▸ Input
************
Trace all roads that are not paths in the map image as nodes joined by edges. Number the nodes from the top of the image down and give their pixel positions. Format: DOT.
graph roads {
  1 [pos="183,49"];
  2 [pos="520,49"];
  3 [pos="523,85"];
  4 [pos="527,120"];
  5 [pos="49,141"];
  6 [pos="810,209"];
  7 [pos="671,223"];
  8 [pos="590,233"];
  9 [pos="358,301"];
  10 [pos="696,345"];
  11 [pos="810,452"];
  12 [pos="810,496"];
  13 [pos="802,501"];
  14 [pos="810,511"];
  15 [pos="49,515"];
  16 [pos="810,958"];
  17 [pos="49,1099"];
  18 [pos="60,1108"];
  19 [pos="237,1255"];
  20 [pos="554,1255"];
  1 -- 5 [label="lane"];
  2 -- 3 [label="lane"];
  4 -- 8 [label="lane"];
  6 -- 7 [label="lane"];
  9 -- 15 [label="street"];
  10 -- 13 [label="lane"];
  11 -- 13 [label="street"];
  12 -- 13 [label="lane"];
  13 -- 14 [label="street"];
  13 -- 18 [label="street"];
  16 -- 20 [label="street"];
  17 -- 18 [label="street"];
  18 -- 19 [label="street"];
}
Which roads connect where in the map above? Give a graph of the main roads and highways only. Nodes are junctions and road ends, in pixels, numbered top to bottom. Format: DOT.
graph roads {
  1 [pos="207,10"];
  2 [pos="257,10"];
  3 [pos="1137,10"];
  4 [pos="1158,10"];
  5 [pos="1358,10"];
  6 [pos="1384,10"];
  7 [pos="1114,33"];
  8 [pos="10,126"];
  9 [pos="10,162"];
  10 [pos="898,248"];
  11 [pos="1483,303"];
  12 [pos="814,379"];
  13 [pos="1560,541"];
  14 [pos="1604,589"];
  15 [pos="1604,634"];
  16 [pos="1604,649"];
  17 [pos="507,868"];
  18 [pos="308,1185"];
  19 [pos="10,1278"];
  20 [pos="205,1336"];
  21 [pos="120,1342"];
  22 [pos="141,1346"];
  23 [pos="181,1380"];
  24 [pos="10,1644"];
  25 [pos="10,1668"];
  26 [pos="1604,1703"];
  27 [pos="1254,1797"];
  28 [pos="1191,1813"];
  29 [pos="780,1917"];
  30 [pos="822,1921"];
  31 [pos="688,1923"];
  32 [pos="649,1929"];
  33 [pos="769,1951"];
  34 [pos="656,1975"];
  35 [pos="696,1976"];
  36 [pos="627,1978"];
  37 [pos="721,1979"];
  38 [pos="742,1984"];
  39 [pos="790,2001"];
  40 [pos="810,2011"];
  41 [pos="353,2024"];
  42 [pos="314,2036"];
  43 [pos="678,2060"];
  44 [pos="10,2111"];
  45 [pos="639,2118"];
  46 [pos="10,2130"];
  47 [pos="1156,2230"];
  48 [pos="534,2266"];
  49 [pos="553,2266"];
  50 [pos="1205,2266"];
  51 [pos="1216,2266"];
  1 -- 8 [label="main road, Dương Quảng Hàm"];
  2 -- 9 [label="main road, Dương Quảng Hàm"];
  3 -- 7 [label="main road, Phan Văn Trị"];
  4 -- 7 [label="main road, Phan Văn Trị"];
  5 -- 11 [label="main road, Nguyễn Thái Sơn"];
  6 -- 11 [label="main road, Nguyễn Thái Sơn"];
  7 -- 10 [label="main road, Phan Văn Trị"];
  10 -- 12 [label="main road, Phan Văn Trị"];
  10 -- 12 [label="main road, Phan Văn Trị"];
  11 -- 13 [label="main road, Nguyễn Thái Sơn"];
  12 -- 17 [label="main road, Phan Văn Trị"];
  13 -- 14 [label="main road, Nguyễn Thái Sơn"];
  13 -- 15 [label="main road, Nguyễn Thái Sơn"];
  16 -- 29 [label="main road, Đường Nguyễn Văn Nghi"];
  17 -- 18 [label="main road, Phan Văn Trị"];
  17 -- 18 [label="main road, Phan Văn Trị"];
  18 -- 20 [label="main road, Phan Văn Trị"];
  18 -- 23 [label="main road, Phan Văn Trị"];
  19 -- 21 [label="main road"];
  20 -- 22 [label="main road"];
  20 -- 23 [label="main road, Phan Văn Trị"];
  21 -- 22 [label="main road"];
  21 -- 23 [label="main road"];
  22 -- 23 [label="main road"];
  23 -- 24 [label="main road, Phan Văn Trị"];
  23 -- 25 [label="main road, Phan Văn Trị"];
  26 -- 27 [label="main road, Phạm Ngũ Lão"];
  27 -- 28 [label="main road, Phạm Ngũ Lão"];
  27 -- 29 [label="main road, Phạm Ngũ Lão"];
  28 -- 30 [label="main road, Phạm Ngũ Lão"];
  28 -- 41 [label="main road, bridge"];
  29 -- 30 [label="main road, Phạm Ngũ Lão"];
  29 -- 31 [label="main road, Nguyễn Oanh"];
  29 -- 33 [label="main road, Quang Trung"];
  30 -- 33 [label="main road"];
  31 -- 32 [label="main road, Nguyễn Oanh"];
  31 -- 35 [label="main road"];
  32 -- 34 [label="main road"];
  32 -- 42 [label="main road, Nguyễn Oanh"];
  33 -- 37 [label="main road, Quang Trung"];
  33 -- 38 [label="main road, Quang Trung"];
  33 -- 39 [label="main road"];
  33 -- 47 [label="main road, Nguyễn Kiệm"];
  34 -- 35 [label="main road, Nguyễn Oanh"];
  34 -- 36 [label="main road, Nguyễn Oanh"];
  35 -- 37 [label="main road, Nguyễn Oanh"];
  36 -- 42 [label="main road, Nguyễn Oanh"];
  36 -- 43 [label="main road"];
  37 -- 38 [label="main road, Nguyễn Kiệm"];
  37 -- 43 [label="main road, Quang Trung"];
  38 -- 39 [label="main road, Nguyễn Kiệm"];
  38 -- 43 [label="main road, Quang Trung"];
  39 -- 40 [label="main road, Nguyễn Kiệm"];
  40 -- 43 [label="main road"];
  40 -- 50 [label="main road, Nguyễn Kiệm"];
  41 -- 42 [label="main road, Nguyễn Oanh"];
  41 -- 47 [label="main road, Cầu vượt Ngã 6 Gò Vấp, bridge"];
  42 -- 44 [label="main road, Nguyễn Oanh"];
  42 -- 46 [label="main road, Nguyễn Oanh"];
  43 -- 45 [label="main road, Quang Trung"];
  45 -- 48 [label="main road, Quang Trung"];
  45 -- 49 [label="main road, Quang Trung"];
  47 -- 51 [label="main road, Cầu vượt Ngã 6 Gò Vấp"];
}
************
▸ Exercise details
Could you return every record above exactly as written?

▸ Your response
Trace all roads that are not paths in the map image as nodes joined by edges. Number the nodes from the top of the image down and give their pixel positions. Format: DOT.
graph roads {
  1 [pos="183,49"];
  2 [pos="520,49"];
  3 [pos="523,85"];
  4 [pos="527,120"];
  5 [pos="49,141"];
  6 [pos="810,209"];
  7 [pos="671,223"];
  8 [pos="590,233"];
  9 [pos="358,301"];
  10 [pos="696,345"];
  11 [pos="810,452"];
  12 [pos="810,496"];
  13 [pos="802,501"];
  14 [pos="810,511"];
  15 [pos="49,515"];
  16 [pos="810,958"];
  17 [pos="49,1099"];
  18 [pos="60,1108"];
  19 [pos="237,1255"];
  20 [pos="554,1255"];
  1 -- 5 [label="lane"];
  2 -- 3 [label="lane"];
  4 -- 8 [label="lane"];
  6 -- 7 [label="lane"];
  9 -- 15 [label="street"];
  10 -- 13 [label="lane"];
  11 -- 13 [label="street"];
  12 -- 13 [label="lane"];
  13 -- 14 [label="street"];
  13 -- 18 [label="street"];
  16 -- 20 [label="street"];
  17 -- 18 [label="street"];
  18 -- 19 [label="street"];
}
Which roads connect where in the map above? Give a graph of the main roads and highways only. Nodes are junctions and road ends, in pixels, numbered top to bottom. Format: DOT.
graph roads {
  1 [pos="207,10"];
  2 [pos="257,10"];
  3 [pos="1137,10"];
  4 [pos="1158,10"];
  5 [pos="1358,10"];
  6 [pos="1384,10"];
  7 [pos="1114,33"];
  8 [pos="10,126"];
  9 [pos="10,162"];
  10 [pos="898,248"];
  11 [pos="1483,303"];
  12 [pos="814,379"];
  13 [pos="1560,541"];
  14 [pos="1604,589"];
  15 [pos="1604,634"];
  16 [pos="1604,649"];
  17 [pos="507,868"];
  18 [pos="308,1185"];
  19 [pos="10,1278"];
  20 [pos="205,1336"];
  21 [pos="120,1342"];
  22 [pos="141,1346"];
  23 [pos="181,1380"];
  24 [pos="10,1644"];
  25 [pos="10,1668"];
  26 [pos="1604,1703"];
  27 [pos="1254,1797"];
  28 [pos="1191,1813"];
  29 [pos="780,1917"];
  30 [pos="822,1921"];
  31 [pos="688,1923"];
  32 [pos="649,1929"];
  33 [pos="769,1951"];
  34 [pos="656,1975"];
  35 [pos="696,1976"];
  36 [pos="627,1978"];
  37 [pos="721,1979"];
  38 [pos="742,1984"];
  39 [pos="790,2001"];
  40 [pos="810,2011"];
  41 [pos="353,2024"];
  42 [pos="314,2036"];
  43 [pos="678,2060"];
  44 [pos="10,2111"];
  45 [pos="639,2118"];
  46 [pos="10,2130"];
  47 [pos="1156,2230"];
  48 [pos="534,2266"];
  49 [pos="553,2266"];
  50 [pos="1205,2266"];
  51 [pos="1216,2266"];
  1 -- 8 [label="main road, Dương Quảng Hàm"];
  2 -- 9 [label="main road, Dương Quảng Hàm"];
  3 -- 7 [label="main road, Phan Văn Trị"];
  4 -- 7 [label="main road, Phan Văn Trị"];
  5 -- 11 [label="main road, Nguyễn Thái Sơn"];
  6 -- 11 [label="main road, Nguyễn Thái Sơn"];
  7 -- 10 [label="main road, Phan Văn Trị"];
  10 -- 12 [label="main road, Phan Văn Trị"];
  10 -- 12 [label="main road, Phan Văn Trị"];
  11 -- 13 [label="main road, Nguyễn Thái Sơn"];
  12 -- 17 [label="main road, Phan Văn Trị"];
  13 -- 14 [label="main road, Nguyễn Thái Sơn"];
  13 -- 15 [label="main road, Nguyễn Thái Sơn"];
  16 -- 29 [label="main road, Đường Nguyễn Văn Nghi"];
  17 -- 18 [label="main road, Phan Văn Trị"];
  17 -- 18 [label="main road, Phan Văn Trị"];
  18 -- 20 [label="main road, Phan Văn Trị"];
  18 -- 23 [label="main road, Phan Văn Trị"];
  19 -- 21 [label="main road"];
  20 -- 22 [label="main road"];
  20 -- 23 [label="main road, Phan Văn Trị"];
  21 -- 22 [label="main road"];
  21 -- 23 [label="main road"];
  22 -- 23 [label="main road"];
  23 -- 24 [label="main road, Phan Văn Trị"];
  23 -- 25 [label="main road, Phan Văn Trị"];
  26 -- 27 [label="main road, Phạm Ngũ Lão"];
  27 -- 28 [label="main road, Phạm Ngũ Lão"];
  27 -- 29 [label="main road, Phạm Ngũ Lão"];
  28 -- 30 [label="main road, Phạm Ngũ Lão"];
  28 -- 41 [label="main road, bridge"];
  29 -- 30 [label="main road, Phạm Ngũ Lão"];
  29 -- 31 [label="main road, Nguyễn Oanh"];
  29 -- 33 [label="main road, Quang Trung"];
  30 -- 33 [label="main road"];
  31 -- 32 [label="main road, Nguyễn Oanh"];
  31 -- 35 [label="main road"];
  32 -- 34 [label="main road"];
  32 -- 42 [label="main road, Nguyễn Oanh"];
  33 -- 37 [label="main road, Quang Trung"];
  33 -- 38 [label="main road, Quang Trung"];
  33 -- 39 [label="main road"];
  33 -- 47 [label="main road, Nguyễn Kiệm"];
  34 -- 35 [label="main road, Nguyễn Oanh"];
  34 -- 36 [label="main road, Nguyễn Oanh"];
  35 -- 37 [label="main road, Nguyễn Oanh"];
  36 -- 42 [label="main road, Nguyễn Oanh"];
  36 -- 43 [label="main road"];
  37 -- 38 [label="main road, Nguyễn Kiệm"];
  37 -- 43 [label="main road, Quang Trung"];
  38 -- 39 [label="main road, Nguyễn Kiệm"];
  38 -- 43 [label="main road, Quang Trung"];
  39 -- 40 [label="main road, Nguyễn Kiệm"];
  40 -- 43 [label="main road"];
  40 -- 50 [label="main road, Nguyễn Kiệm"];
  41 -- 42 [label="main road, Nguyễn Oanh"];
  41 -- 47 [label="main road, Cầu vượt Ngã 6 Gò Vấp, bridge"];
  42 -- 44 [label="main road, Nguyễn Oanh"];
  42 -- 46 [label="main road, Nguyễn Oanh"];
  43 -- 45 [label="main road, Quang Trung"];
  45 -- 48 [label="main road, Quang Trung"];
  45 -- 49 [label="main road, Quang Trung"];
  47 -- 51 [label="main road, Cầu vượt Ngã 6 Gò Vấp"];
}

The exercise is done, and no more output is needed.